Study of Modification of Drug Binding Site I of Human Serum Albumin by Sodium Hypochlorite by Time Resolved Fluorescent Spectroscopy

—The kinetics of fluorescence decay of the K-35 probe and the tryptophan amino acid residue were measured after the addition of sodium hypochlorite in human albumin serum (HSA). The K-35 fluorescent probe (excitation 405 nm, fluorescence 530 nm) binds to drug binding site I of albumin. During the experiment the molar concentration of albumin in the fraction varied from 0.3 to 20 μM. Oxidation of the fraction with hypochlorite was recorded by the change in the fluorescence of tryptophan also located in binding site I of albumin (excitation 290 nm, fluorescence 350 nm).

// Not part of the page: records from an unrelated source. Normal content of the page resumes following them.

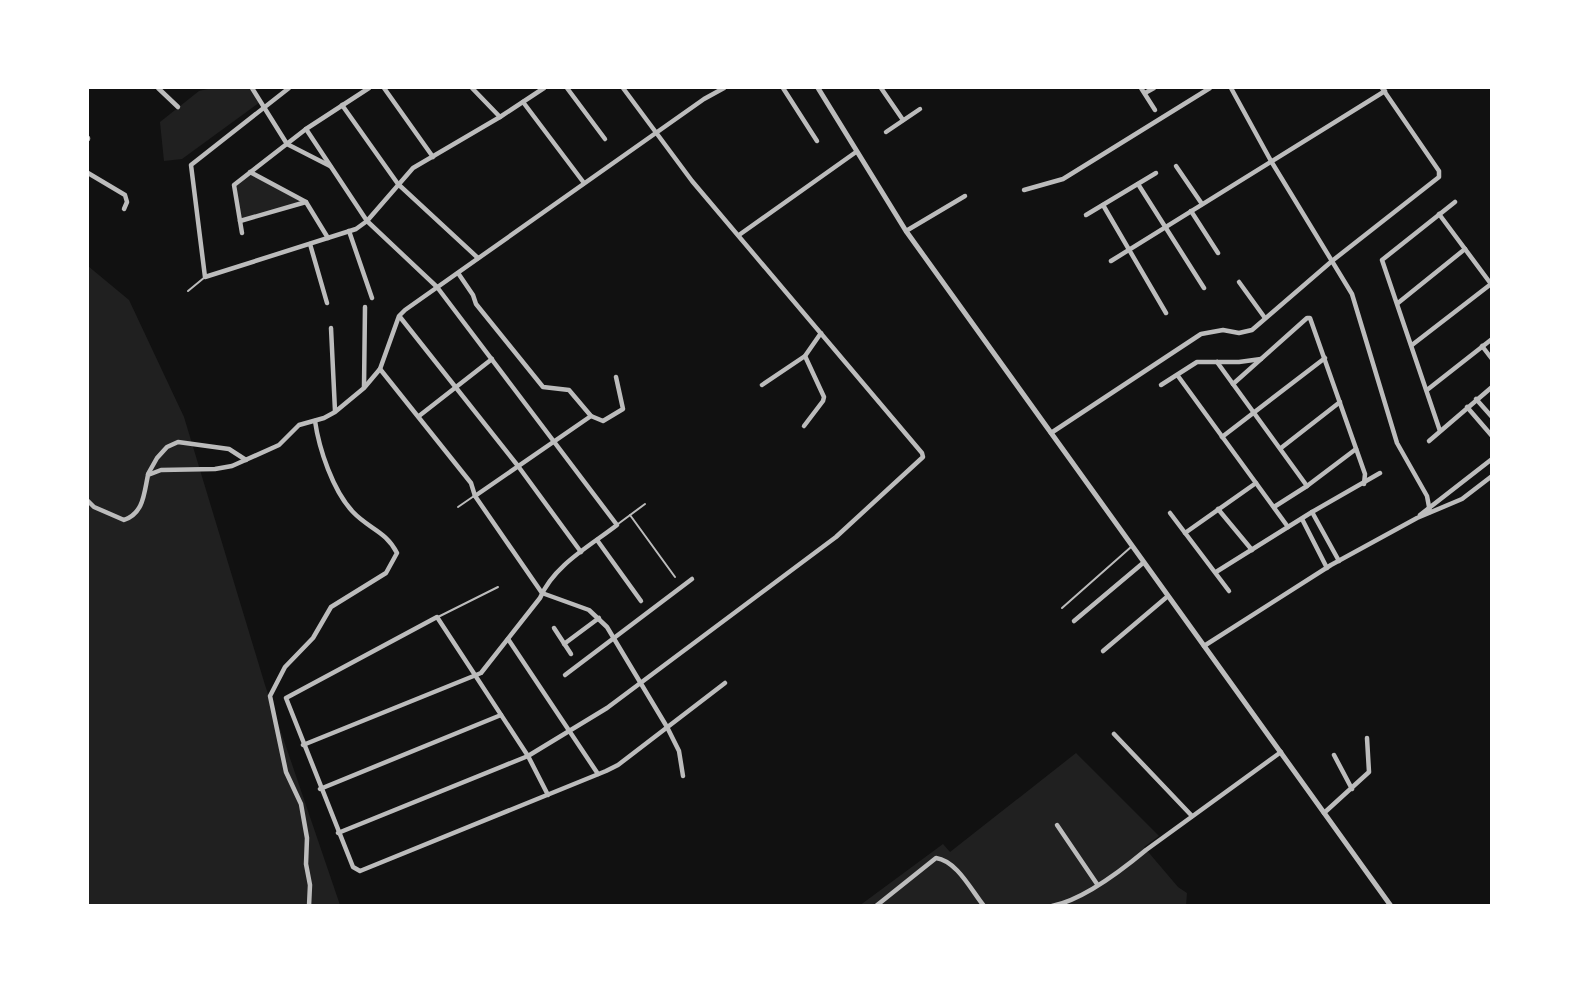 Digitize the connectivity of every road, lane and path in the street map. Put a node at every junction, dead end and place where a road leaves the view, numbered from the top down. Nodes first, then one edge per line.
1 (158, 88) edge
2 (252, 88) edge
3 (289, 88) edge
4 (369, 88) edge
5 (384, 88) edge
6 (472, 88) edge
7 (544, 88) edge
8 (566, 88) edge
9 (623, 88) edge
10 (724, 88) edge
11 (783, 88) edge
12 (818, 88) edge
13 (881, 88) edge
14 (1141, 88) edge
15 (1154, 88) edge
16 (1210, 88) edge
17 (1231, 88) edge
18 (1384, 89) edge
19 (1145, 93) junction
20 (523, 102) junction
21 (342, 105) junction
22 (265, 106) junction
23 (178, 107) dead end
24 (920, 109) dead end
25 (1155, 110) dead end
26 (500, 117) junction
27 (903, 120) junction
28 (306, 129) junction
29 (886, 132) dead end
30 (655, 133) junction
31 (605, 139) dead end
32 (817, 141) dead end
33 (287, 144) junction
34 (856, 152) junction
35 (433, 156) junction
36 (1271, 161) junction
37 (1176, 166) dead end
38 (332, 167) junction
39 (250, 172) junction
40 (88, 173) edge
41 (1156, 173) dead end
42 (584, 183) junction
43 (398, 184) junction
44 (1138, 184) junction
45 (1024, 190) dead end
46 (965, 196) dead end
47 (306, 202) junction
48 (1455, 202) dead end
49 (1202, 204) junction
50 (1103, 205) junction
51 (124, 209) dead end
52 (1191, 211) junction
53 (1439, 214) junction
54 (1086, 215) dead end
55 (240, 221) junction
56 (368, 221) junction
57 (1165, 227) junction
58 (906, 231) junction
59 (349, 232) junction
60 (242, 233) dead end
61 (739, 235) junction
62 (328, 238) junction
63 (310, 244) junction
64 (1465, 248) junction
65 (1128, 250) junction
66 (1219, 253) dead end
67 (478, 258) junction
68 (1111, 261) dead end
69 (1332, 261) junction
70 (458, 273) junction
71 (205, 276) junction
72 (1239, 282) dead end
73 (1491, 284) edge
74 (437, 287) junction
75 (1203, 288) dead end
76 (188, 291) dead end
77 (372, 298) dead end
78 (327, 303) dead end
79 (1398, 303) junction
80 (365, 307) dead end
81 (1166, 313) dead end
82 (400, 316) junction
83 (1265, 318) junction
84 (331, 328) dead end
85 (821, 333) junction
86 (1492, 339) edge
87 (1412, 345) junction
88 (1482, 346) junction
89 (805, 356) junction
90 (1325, 358) junction
91 (492, 359) junction
92 (1262, 359) junction
93 (1492, 359) edge
94 (1217, 362) junction
95 (380, 369) junction
96 (1178, 376) junction
97 (616, 377) dead end
98 (1233, 384) junction
99 (762, 385) dead end
100 (1161, 385) dead end
101 (1492, 387) edge
102 (363, 388) junction
103 (456, 388) junction
104 (1427, 390) junction
105 (1476, 399) junction
106 (1340, 402) junction
107 (1467, 407) junction
108 (335, 412) junction
109 (1255, 412) junction
110 (419, 416) junction
111 (591, 416) junction
112 (1492, 419) edge
113 (315, 421) junction
114 (804, 426) dead end
115 (1485, 427) junction
116 (1440, 431) junction
117 (1051, 433) junction
118 (1492, 436) edge
119 (1222, 437) junction
120 (556, 441) junction
121 (1429, 441) dead end
122 (1281, 448) junction
123 (1356, 449) junction
124 (1492, 458) edge
125 (246, 460) junction
126 (518, 466) junction
127 (1380, 473) dead end
128 (148, 475) junction
129 (1492, 476) edge
130 (1256, 483) junction
131 (1364, 484) junction
132 (1307, 486) junction
133 (475, 496) junction
134 (88, 501) edge
135 (645, 503) dead end
136 (458, 507) dead end
137 (1274, 507) junction
138 (1218, 509) junction
139 (1430, 509) junction
140 (1312, 512) junction
141 (1170, 513) dead end
142 (630, 515) junction
143 (1302, 519) junction
144 (617, 525) junction
145 (1288, 527) junction
146 (1185, 533) junction
147 (597, 540) junction
148 (1329, 543) junction
149 (1132, 547) junction
150 (1252, 550) junction
151 (1318, 550) junction
152 (581, 552) junction
153 (1339, 561) junction
154 (1143, 563) junction
155 (1327, 568) junction
156 (1216, 572) junction
157 (675, 577) dead end
158 (692, 579) dead end
159 (498, 587) dead end
160 (1229, 591) dead end
161 (542, 593) junction
162 (1168, 596) junction
163 (641, 601) dead end
164 (1062, 608) dead end
165 (437, 617) junction
166 (599, 618) junction
167 (1074, 621) dead end
168 (554, 628) dead end
169 (614, 637) junction
170 (508, 639) junction
171 (564, 644) junction
172 (1204, 646) junction
173 (1102, 651) dead end
174 (571, 654) dead end
175 (477, 675) junction
176 (565, 675) dead end
177 (641, 683) junction
178 (726, 683) dead end
179 (501, 715) junction
180 (667, 727) junction
181 (570, 732) junction
182 (1114, 734) dead end
183 (1367, 738) dead end
184 (303, 745) junction
185 (1281, 752) junction
186 (1334, 755) dead end
187 (528, 756) junction
188 (598, 774) junction
189 (683, 776) dead end
190 (320, 789) junction
191 (1352, 789) junction
192 (548, 795) junction
193 (1324, 813) junction
194 (1192, 816) junction
195 (1057, 825) dead end
196 (338, 832) junction
197 (1097, 884) junction
198 (309, 905) edge
199 (876, 905) edge
200 (984, 905) edge
201 (1052, 905) edge
202 (1311, 905) edge
203 (1340, 905) edge
204 (1391, 905) edge

1 - 23 street
2 - 22 street
3 - 22 street
4 - 21 street
5 - 35 street
6 - 26 street
7 - 20 street
8 - 31 street
9 - 30 street
10 - 30 street
11 - 32 street
12 - 34 street
13 - 27 street
14 - 19 street
15 - 19 street
16 - 45 street
17 - 36 street
18 - 36 street
18 - 69 street
19 - 25 street
20 - 26 street
20 - 42 street
21 - 28 street
21 - 43 street
22 - 33 street
22 - 71 street
24 - 27 street
26 - 35 street
27 - 29 street
28 - 33 street
28 - 38 street
30 - 42 street
30 - 61 street
33 - 38 street
33 - 39 street
34 - 58 street
34 - 61 street
35 - 43 street
36 - 49 street
36 - 69 street
37 - 49 street
38 - 56 street
39 - 47 street
39 - 55 street
40 - 51 street
41 - 44 street
42 - 67 street
43 - 56 street
43 - 67 street
44 - 50 street
44 - 57 street
46 - 58 street
47 - 55 street
47 - 62 street
48 - 53 street
49 - 52 street
50 - 54 street
50 - 65 street
52 - 57 street
52 - 66 street
53 - 64 street
53 - 79 street
55 - 60 street
56 - 59 street
56 - 74 street
57 - 65 street
57 - 75 street
58 - 117 street
59 - 62 street
59 - 77 street
61 - 85 street
62 - 63 street
63 - 71 street
63 - 78 street
64 - 73 street
64 - 79 street
65 - 68 street
65 - 81 street
67 - 70 street
69 - 83 street
69 - 139 street
70 - 74 street
70 - 111 street
71 - 76 lane
72 - 83 street
73 - 87 street
74 - 82 street
74 - 91 street
79 - 87 street
80 - 102 street
82 - 95 street
82 - 103 street
83 - 117 street
84 - 108 street
85 - 89 street
85 - 177 street
86 - 88 street
87 - 104 street
88 - 93 street
88 - 104 street
89 - 99 street
89 - 114 street
90 - 92 street
90 - 106 street
90 - 109 street
91 - 103 street
91 - 120 street
92 - 94 street
92 - 98 street
94 - 96 street
94 - 98 street
95 - 102 street
95 - 110 street
96 - 100 street
96 - 119 street
97 - 111 street
98 - 109 street
101 - 105 street
102 - 108 street
103 - 110 street
103 - 126 street
104 - 116 street
105 - 107 street
105 - 112 street
106 - 122 street
106 - 123 street
107 - 115 street
107 - 116 street
108 - 113 street
109 - 119 street
109 - 122 street
110 - 133 street
111 - 120 street
112 - 115 street
113 - 125 street
113 - 198 street
115 - 118 street
116 - 121 street
117 - 149 street
119 - 130 street
120 - 126 street
120 - 144 street
122 - 132 street
123 - 131 street
123 - 132 street
124 - 139 street
125 - 128 street
125 - 128 street
126 - 133 street
126 - 152 street
127 - 131 street
128 - 134 street
129 - 139 street
130 - 137 street
130 - 138 street
131 - 140 street
132 - 137 street
133 - 136 lane
133 - 161 street
135 - 142 lane
137 - 145 street
138 - 146 street
138 - 150 street
139 - 153 street
140 - 143 street
140 - 148 street
141 - 146 street
142 - 144 lane
142 - 157 lane
143 - 145 street
143 - 151 street
144 - 147 street
145 - 150 street
146 - 156 street
147 - 152 street
147 - 163 street
148 - 151 street
148 - 153 street
149 - 154 street
149 - 164 lane
150 - 156 street
151 - 155 street
152 - 161 street
153 - 155 street
154 - 162 street
154 - 167 street
155 - 172 street
156 - 160 street
158 - 169 street
159 - 165 lane
161 - 166 street
161 - 170 street
162 - 172 street
162 - 173 street
165 - 175 street
165 - 184 street
166 - 169 street
166 - 171 street
168 - 171 street
169 - 176 street
169 - 177 street
170 - 175 street
170 - 181 street
171 - 174 street
172 - 185 street
175 - 179 street
175 - 184 street
177 - 180 street
177 - 181 street
178 - 180 street
179 - 187 street
179 - 190 street
180 - 188 street
180 - 189 street
181 - 187 street
181 - 188 street
182 - 194 street
183 - 191 street
184 - 190 street
185 - 193 street
185 - 194 street
186 - 191 street
187 - 192 street
187 - 196 street
188 - 192 street
190 - 196 street
191 - 193 street
192 - 196 street
193 - 204 street
194 - 197 street
195 - 197 street
197 - 201 street
199 - 200 street
202 - 203 street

It was shown that, at serum albumin concentration of about 30 μM, HSA has antioxidant activity which maintains its ability to bind ligands even after exposure to relatively large amounts of hypochlorite (up to 50 oxidizing molecules per protein molecule). HSA retains its ability to bind ligands because the properties of the K-35 probe during oxidation remained almost unchanged and we observed only insignificant changes in binding characteristics. The added hypochlorite is, predominantly, used to oxidize albumin amino acids, including Trp oxidation as observed in the experiment. For 14 sera of donors, we showed significant differences in the fluorescence of oxidized and native tryptophan.